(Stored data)
********

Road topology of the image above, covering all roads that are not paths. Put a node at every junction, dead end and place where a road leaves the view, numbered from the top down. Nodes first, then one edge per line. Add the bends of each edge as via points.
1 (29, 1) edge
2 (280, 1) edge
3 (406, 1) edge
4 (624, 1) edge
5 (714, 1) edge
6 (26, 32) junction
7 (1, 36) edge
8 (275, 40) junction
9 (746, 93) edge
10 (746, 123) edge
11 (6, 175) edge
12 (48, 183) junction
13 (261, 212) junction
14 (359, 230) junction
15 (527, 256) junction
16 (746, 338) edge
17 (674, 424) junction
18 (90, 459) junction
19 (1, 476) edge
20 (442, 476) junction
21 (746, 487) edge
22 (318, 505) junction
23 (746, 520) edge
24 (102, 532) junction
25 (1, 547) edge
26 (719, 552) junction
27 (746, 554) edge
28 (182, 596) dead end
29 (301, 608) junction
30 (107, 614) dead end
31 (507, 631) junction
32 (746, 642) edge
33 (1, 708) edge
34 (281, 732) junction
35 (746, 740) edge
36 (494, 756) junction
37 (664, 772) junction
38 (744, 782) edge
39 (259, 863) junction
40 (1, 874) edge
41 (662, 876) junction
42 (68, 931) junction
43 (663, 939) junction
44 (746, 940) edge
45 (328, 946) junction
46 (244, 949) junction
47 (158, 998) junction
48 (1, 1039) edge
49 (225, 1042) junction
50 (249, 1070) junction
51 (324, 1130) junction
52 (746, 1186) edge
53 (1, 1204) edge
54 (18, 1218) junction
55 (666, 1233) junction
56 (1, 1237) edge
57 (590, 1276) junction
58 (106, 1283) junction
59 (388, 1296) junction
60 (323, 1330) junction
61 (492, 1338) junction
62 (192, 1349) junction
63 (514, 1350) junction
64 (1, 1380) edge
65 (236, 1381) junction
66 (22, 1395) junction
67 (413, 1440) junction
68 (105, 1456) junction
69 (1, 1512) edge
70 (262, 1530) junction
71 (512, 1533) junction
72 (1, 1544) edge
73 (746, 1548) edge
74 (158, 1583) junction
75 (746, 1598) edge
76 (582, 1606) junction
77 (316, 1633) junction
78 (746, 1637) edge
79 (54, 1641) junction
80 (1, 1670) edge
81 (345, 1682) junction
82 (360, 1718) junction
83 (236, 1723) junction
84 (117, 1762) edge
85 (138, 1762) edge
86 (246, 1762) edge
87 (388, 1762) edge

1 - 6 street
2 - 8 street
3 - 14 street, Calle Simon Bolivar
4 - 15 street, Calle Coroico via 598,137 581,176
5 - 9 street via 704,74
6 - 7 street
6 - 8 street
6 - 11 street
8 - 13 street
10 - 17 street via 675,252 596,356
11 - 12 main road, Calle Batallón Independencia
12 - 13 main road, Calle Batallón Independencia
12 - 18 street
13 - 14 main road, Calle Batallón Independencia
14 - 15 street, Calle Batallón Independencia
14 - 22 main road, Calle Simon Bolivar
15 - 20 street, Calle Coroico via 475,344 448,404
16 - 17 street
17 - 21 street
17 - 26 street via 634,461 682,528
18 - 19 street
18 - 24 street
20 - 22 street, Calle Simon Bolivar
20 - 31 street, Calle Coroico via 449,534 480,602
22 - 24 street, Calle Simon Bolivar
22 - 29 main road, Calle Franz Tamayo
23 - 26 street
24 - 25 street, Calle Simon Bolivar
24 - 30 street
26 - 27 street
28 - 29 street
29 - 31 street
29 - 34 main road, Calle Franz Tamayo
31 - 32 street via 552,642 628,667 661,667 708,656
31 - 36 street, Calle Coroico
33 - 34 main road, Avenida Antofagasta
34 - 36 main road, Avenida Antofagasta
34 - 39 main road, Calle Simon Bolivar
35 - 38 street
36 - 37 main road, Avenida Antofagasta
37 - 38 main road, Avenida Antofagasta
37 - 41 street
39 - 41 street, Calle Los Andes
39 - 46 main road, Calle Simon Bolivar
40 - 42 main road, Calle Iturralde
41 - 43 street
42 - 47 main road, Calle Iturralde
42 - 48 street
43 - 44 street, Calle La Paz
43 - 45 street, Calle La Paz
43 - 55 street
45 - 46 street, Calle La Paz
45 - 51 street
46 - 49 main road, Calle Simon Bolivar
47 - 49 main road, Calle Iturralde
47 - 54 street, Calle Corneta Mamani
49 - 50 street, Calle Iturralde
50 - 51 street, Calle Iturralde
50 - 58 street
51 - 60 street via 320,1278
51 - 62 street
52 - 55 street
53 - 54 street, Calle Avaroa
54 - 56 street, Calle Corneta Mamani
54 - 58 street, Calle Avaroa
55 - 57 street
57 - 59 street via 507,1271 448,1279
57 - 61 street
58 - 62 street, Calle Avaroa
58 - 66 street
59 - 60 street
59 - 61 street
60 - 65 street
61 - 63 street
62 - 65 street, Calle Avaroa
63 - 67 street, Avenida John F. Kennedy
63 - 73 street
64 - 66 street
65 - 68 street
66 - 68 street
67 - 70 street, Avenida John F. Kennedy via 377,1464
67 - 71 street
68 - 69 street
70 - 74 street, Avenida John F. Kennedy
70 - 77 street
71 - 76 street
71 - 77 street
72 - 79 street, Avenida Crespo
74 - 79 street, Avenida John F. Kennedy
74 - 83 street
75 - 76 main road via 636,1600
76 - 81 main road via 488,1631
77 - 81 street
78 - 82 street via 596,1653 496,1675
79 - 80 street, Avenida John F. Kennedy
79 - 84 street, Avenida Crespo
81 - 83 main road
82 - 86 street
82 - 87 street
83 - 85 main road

********

**ASSIGNMENT:** Each record above should be given again exactly as it appears.

**SOLUTION:**
Road topology of the image above, covering all roads that are not paths. Put a node at every junction, dead end and place where a road leaves the view, numbered from the top down. Nodes first, then one edge per line. Add the bends of each edge as via points.
1 (29, 1) edge
2 (280, 1) edge
3 (406, 1) edge
4 (624, 1) edge
5 (714, 1) edge
6 (26, 32) junction
7 (1, 36) edge
8 (275, 40) junction
9 (746, 93) edge
10 (746, 123) edge
11 (6, 175) edge
12 (48, 183) junction
13 (261, 212) junction
14 (359, 230) junction
15 (527, 256) junction
16 (746, 338) edge
17 (674, 424) junction
18 (90, 459) junction
19 (1, 476) edge
20 (442, 476) junction
21 (746, 487) edge
22 (318, 505) junction
23 (746, 520) edge
24 (102, 532) junction
25 (1, 547) edge
26 (719, 552) junction
27 (746, 554) edge
28 (182, 596) dead end
29 (301, 608) junction
30 (107, 614) dead end
31 (507, 631) junction
32 (746, 642) edge
33 (1, 708) edge
34 (281, 732) junction
35 (746, 740) edge
36 (494, 756) junction
37 (664, 772) junction
38 (744, 782) edge
39 (259, 863) junction
40 (1, 874) edge
41 (662, 876) junction
42 (68, 931) junction
43 (663, 939) junction
44 (746, 940) edge
45 (328, 946) junction
46 (244, 949) junction
47 (158, 998) junction
48 (1, 1039) edge
49 (225, 1042) junction
50 (249, 1070) junction
51 (324, 1130) junction
52 (746, 1186) edge
53 (1, 1204) edge
54 (18, 1218) junction
55 (666, 1233) junction
56 (1, 1237) edge
57 (590, 1276) junction
58 (106, 1283) junction
59 (388, 1296) junction
60 (323, 1330) junction
61 (492, 1338) junction
62 (192, 1349) junction
63 (514, 1350) junction
64 (1, 1380) edge
65 (236, 1381) junction
66 (22, 1395) junction
67 (413, 1440) junction
68 (105, 1456) junction
69 (1, 1512) edge
70 (262, 1530) junction
71 (512, 1533) junction
72 (1, 1544) edge
73 (746, 1548) edge
74 (158, 1583) junction
75 (746, 1598) edge
76 (582, 1606) junction
77 (316, 1633) junction
78 (746, 1637) edge
79 (54, 1641) junction
80 (1, 1670) edge
81 (345, 1682) junction
82 (360, 1718) junction
83 (236, 1723) junction
84 (117, 1762) edge
85 (138, 1762) edge
86 (246, 1762) edge
87 (388, 1762) edge

1 - 6 street
2 - 8 street
3 - 14 street, Calle Simon Bolivar
4 - 15 street, Calle Coroico via 598,137 581,176
5 - 9 street via 704,74
6 - 7 street
6 - 8 street
6 - 11 street
8 - 13 street
10 - 17 street via 675,252 596,356
11 - 12 main road, Calle Batallón Independencia
12 - 13 main road, Calle Batallón Independencia
12 - 18 street
13 - 14 main road, Calle Batallón Independencia
14 - 15 street, Calle Batallón Independencia
14 - 22 main road, Calle Simon Bolivar
15 - 20 street, Calle Coroico via 475,344 448,404
16 - 17 street
17 - 21 street
17 - 26 street via 634,461 682,528
18 - 19 street
18 - 24 street
20 - 22 street, Calle Simon Bolivar
20 - 31 street, Calle Coroico via 449,534 480,602
22 - 24 street, Calle Simon Bolivar
22 - 29 main road, Calle Franz Tamayo
23 - 26 street
24 - 25 street, Calle Simon Bolivar
24 - 30 street
26 - 27 street
28 - 29 street
29 - 31 street
29 - 34 main road, Calle Franz Tamayo
31 - 32 street via 552,642 628,667 661,667 708,656
31 - 36 street, Calle Coroico
33 - 34 main road, Avenida Antofagasta
34 - 36 main road, Avenida Antofagasta
34 - 39 main road, Calle Simon Bolivar
35 - 38 street
36 - 37 main road, Avenida Antofagasta
37 - 38 main road, Avenida Antofagasta
37 - 41 street
39 - 41 street, Calle Los Andes
39 - 46 main road, Calle Simon Bolivar
40 - 42 main road, Calle Iturralde
41 - 43 street
42 - 47 main road, Calle Iturralde
42 - 48 street
43 - 44 street, Calle La Paz
43 - 45 street, Calle La Paz
43 - 55 street
45 - 46 street, Calle La Paz
45 - 51 street
46 - 49 main road, Calle Simon Bolivar
47 - 49 main road, Calle Iturralde
47 - 54 street, Calle Corneta Mamani
49 - 50 street, Calle Iturralde
50 - 51 street, Calle Iturralde
50 - 58 street
51 - 60 street via 320,1278
51 - 62 street
52 - 55 street
53 - 54 street, Calle Avaroa
54 - 56 street, Calle Corneta Mamani
54 - 58 street, Calle Avaroa
55 - 57 street
57 - 59 street via 507,1271 448,1279
57 - 61 street
58 - 62 street, Calle Avaroa
58 - 66 street
59 - 60 street
59 - 61 street
60 - 65 street
61 - 63 street
62 - 65 street, Calle Avaroa
63 - 67 street, Avenida John F. Kennedy
63 - 73 street
64 - 66 street
65 - 68 street
66 - 68 street
67 - 70 street, Avenida John F. Kennedy via 377,1464
67 - 71 street
68 - 69 street
70 - 74 street, Avenida John F. Kennedy
70 - 77 street
71 - 76 street
71 - 77 street
72 - 79 street, Avenida Crespo
74 - 79 street, Avenida John F. Kennedy
74 - 83 street
75 - 76 main road via 636,1600
76 - 81 main road via 488,1631
77 - 81 street
78 - 82 street via 596,1653 496,1675
79 - 80 street, Avenida John F. Kennedy
79 - 84 street, Avenida Crespo
81 - 83 main road
82 - 86 street
82 - 87 street
83 - 85 main road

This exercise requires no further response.